-1

I have a table which has 4 columns (region_id, product_id, cate_id, month_id) as a primary key. This primary key was created as default, so a clustered index were created for PK. This table contains more than 10 millions rows.

If I delete existing pk and create a new pk with non-clustered index type, is it better than clustered index for the following query?

select region_id, product_id, cate_id, month_id, a, b, c 
from fact_a
where month_id > 100

Thanks in advance.

Kay
  • 1
  • 1
  • If this is query a that runs a lot sure why not? Non clustered indexes serve to improve performance where the clustered index doesnt cover it. – JonH Mar 06 '15 at 19:22
  • You can't have more than one clustered index on a table. Can you elaborate what you actually mean here? – Lasse V. Karlsen Mar 06 '15 at 19:25
  • I've updated my question, sorry for the confusion. – Kay Mar 06 '15 at 20:11
  • What **datatypes** are those columns? Typically, a clustered index should be **as narrow as possible**, unique, and static. Having four columns is rarely ideal.... – marc_s Mar 06 '15 at 20:15
  • It's not a good approach to ask such one-off questions. You learn little here. Just read a (short) indexing tutorial, this question will be easily answered by that. – usr Mar 06 '15 at 21:26

2 Answers2

0

A simple nonclustered index on month_id will certainly improve the average performance for that query (assuming month_id for most of the rows is less than 100, so that the where clause excludes most of the rows). However, if you're creating the index specifically for that query (or any queries with month_id in the where clause and a, b, c, month_id or a subset of those in the select), you will get even better results by including the selected values in the index, like this:

CREATE INDEX index_fact_a_month_id ON fact_a (month_id) INCLUDE (a,b,c)
James
  • 3,551
  • 1
  • 28
  • 38
0

The quick answer, yes, removing the primary key (moreso, replacing the current multi-column Primary Key with a single identity column) and then creating your NCI on Month_ID will be better/faster/more efficient.

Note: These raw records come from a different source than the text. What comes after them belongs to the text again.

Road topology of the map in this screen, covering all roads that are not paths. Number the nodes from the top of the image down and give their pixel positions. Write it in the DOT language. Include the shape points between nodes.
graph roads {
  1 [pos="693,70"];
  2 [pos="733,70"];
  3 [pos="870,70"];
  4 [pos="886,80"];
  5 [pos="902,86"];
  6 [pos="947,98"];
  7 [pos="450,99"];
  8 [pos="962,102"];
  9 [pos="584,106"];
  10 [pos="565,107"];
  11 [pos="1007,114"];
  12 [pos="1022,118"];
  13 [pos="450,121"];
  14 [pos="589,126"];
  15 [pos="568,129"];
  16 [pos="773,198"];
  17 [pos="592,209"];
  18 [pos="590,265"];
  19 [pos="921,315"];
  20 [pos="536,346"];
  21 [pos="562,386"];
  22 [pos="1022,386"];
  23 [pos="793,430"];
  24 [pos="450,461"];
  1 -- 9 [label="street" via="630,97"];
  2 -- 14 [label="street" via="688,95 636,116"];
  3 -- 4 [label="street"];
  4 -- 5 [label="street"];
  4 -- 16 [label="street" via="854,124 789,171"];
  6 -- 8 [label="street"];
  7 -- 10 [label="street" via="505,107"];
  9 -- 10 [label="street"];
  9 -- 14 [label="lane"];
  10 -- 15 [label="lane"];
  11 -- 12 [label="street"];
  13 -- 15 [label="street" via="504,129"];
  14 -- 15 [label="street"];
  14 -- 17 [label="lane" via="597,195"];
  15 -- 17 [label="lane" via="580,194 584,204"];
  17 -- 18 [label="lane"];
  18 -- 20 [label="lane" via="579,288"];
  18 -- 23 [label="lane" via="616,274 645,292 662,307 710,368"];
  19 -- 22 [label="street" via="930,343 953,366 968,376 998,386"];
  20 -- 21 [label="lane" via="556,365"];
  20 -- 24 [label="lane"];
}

Clustered Index - it IS the data. It contains every column of every row in the table. There can only be one CI because the table data only needs to exist once. Each row has a key...

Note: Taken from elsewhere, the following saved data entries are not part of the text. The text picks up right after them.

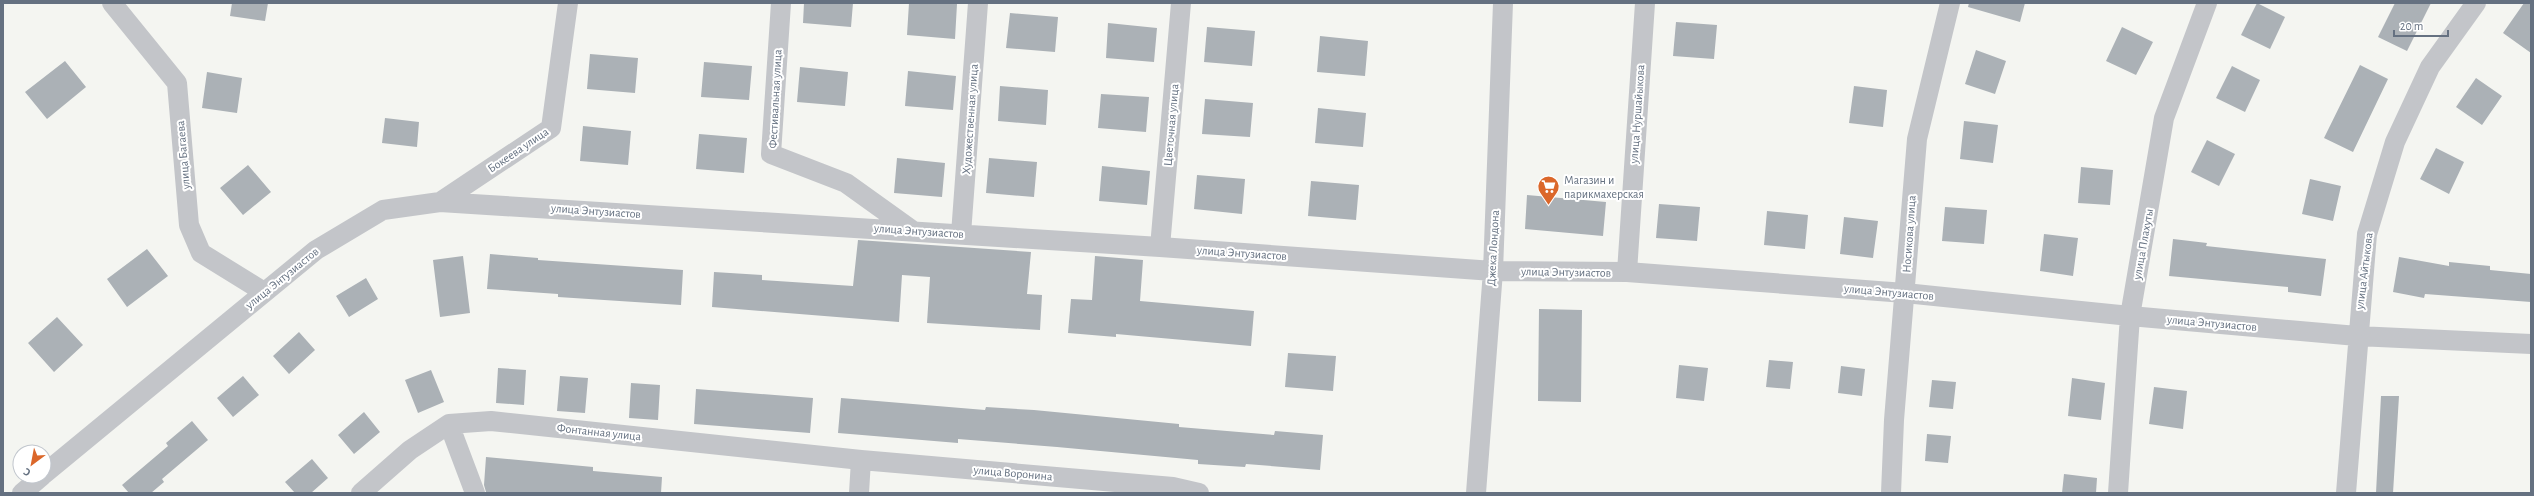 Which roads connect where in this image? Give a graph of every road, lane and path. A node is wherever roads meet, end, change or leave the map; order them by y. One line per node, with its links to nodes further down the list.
1 (112, 3): 17 (street, улица Багаева)
2 (568, 3): 11 (street, Бокеева улица)
3 (781, 3): 12 (street, Фестивальная улица)
4 (978, 3): 13 (street, Художественная улица)
5 (1181, 3): 14 (street, Цветочная улица)
6 (1503, 3): 15 (street, Джека Лондона)
7 (1645, 3): 16 (street, улица Нуршайыкова)
8 (1950, 3): 18 (street, Носикова улица)
9 (2208, 3): 19 (street, улица Плахуты)
10 (2476, 3): 20 (street, улица Айтыкова)
11 (440, 202): 12 (street, улица Энтузиастов); 17 (street, улица Энтузиастов)
12 (913, 231): 13 (street, улица Энтузиастов)
13 (961, 234): 14 (street, улица Энтузиастов)
14 (1160, 247): 15 (street, улица Энтузиастов)
15 (1493, 271): 16 (street, улица Энтузиастов); 31 (street, Джека Лондона)
16 (1627, 272): 18 (street, улица Энтузиастов)
17 (264, 292): 24 (street, улица Энтузиастов)
18 (1905, 293): 19 (street, улица Энтузиастов); 32 (street, Носикова улица)
19 (2130, 316): 20 (street, улица Энтузиастов); 33 (street, улица Плахуты)
20 (2357, 336): 21 (street, улица Энтузиастов); 34 (street, улица Айтыкова)
21 (2531, 344)
22 (449, 424): 23 (street, Фонтанная улица); 27 (street, Фонтанная улица); 28 (street)
23 (860, 460): 29 (street); 30 (street, улица Воронина)
24 (52, 468)
25 (32, 484): 26 (street, улица Энтузиастов)
26 (23, 492)
27 (361, 493)
28 (475, 493)
29 (859, 493)
30 (1199, 493)
31 (1476, 493)
32 (1891, 493)
33 (2118, 493)
34 (2346, 493)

Primary Key - it is the key to identify a row in a Clustered Index.

Non-Clustered Index - it acts as a table of a subset of columns from the rows in the Clustered Index.

Keeping it simple, a Non-Clustered Index contains less data than the Clustered Index, and it orders the data in a way (Month_id ASC) that makes queries against it much more efficient than querying against the CI (A, B, C, Month_ID). SQL Server has no way to "dip" into the CI Primary Key or row data and say, "Hey, I'm filtering by Month_ID, so I'll just go right to that column." By nature of Clustered Indexes, SQL Server "reads" all CI rows (index scan), every column, every byte of data. Very inefficient and wasteful since your WHERE clause will be filtering out a lot of these rows.

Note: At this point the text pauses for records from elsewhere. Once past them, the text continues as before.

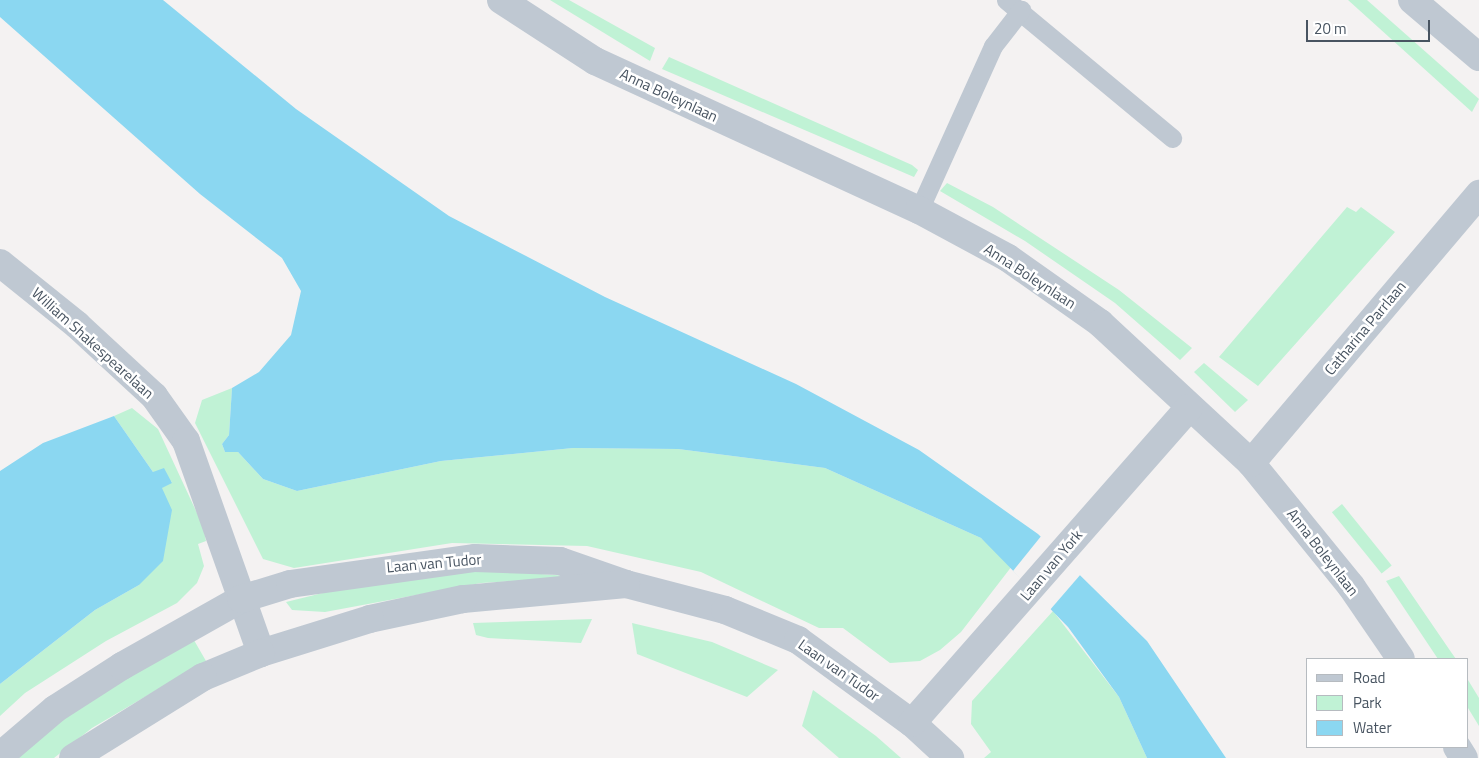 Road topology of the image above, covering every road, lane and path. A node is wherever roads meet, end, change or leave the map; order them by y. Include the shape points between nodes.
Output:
1 (502, 0) edge
2 (1412, 0) edge
3 (1013, 5) edge
4 (1479, 57) edge
5 (1172, 138) dead end
6 (1479, 194) edge
7 (919, 210) junction
8 (0, 263) edge
9 (1189, 408) junction
10 (1251, 463) junction
11 (626, 584) junction
12 (240, 599) junction
13 (261, 653) junction
14 (1400, 658) edge
15 (912, 723) junction
16 (0, 756) edge
17 (73, 758) edge
18 (950, 758) edge

1 - 7 street, Anna Boleynlaan via 595,61
2 - 4 street
3 - 5 lane
3 - 7 lane
6 - 10 street, Catharina Parrlaan
7 - 9 street, Anna Boleynlaan via 1008,258 1100,323
8 - 12 street, William Shakespearelaan via 77,325 154,396 186,441
9 - 10 street, Anna Boleynlaan
9 - 15 street, Laan van York
10 - 14 street, Anna Boleynlaan via 1351,586
11 - 12 street, Laan van Tudor via 560,561 475,558 356,572
11 - 13 street, Laan van Tudor via 463,599 370,619
11 - 15 street, Laan van Tudor via 725,610 798,640
12 - 13 street
12 - 16 street, Laan van Tudor via 55,709
13 - 17 street, Laan van Tudor via 203,677
15 - 18 street, Laan van Tudor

The Non Clustered Index only contains a subset of columns, so it is much more efficient in that it can say, "Hey, I'm filtering by Month_ID, and I only contain Month_ID, aaannnd Month_ID is in ascending order, so I can just jump right to the rows that I want!" (index seek). Much more efficient since only the rows you want to return will be "read" by SQL Server.

Getting a little more advanced, since the Non Clustered Index is only Month_ID, but you are querying for all the columns in the Clustered Index, SQL Server needs to be able to go back to the CI from the NCI to get rest of the columns. To do that, the Primary Key of the CI is stored in the NCI, along with the column subset. So the NCI is really like a two column table of (Month_ID, CI Primary Key).

If your Primary Key is monstrous, your NCIs will also be monstrous, and therefore less efficient (more disk reads, more buffer pool consumption, bad database stuff).

Disclaimer: there can be specific scenarios where you want every column to be the clustered index key/pk. I don't sense that is applicable here, but it is possible. If you have a heavily used query that refers to every column of the table in where clauses or joins, than a coverage clustered index may be beneficial.

Sully
  • 1,313
  • 10
  • 14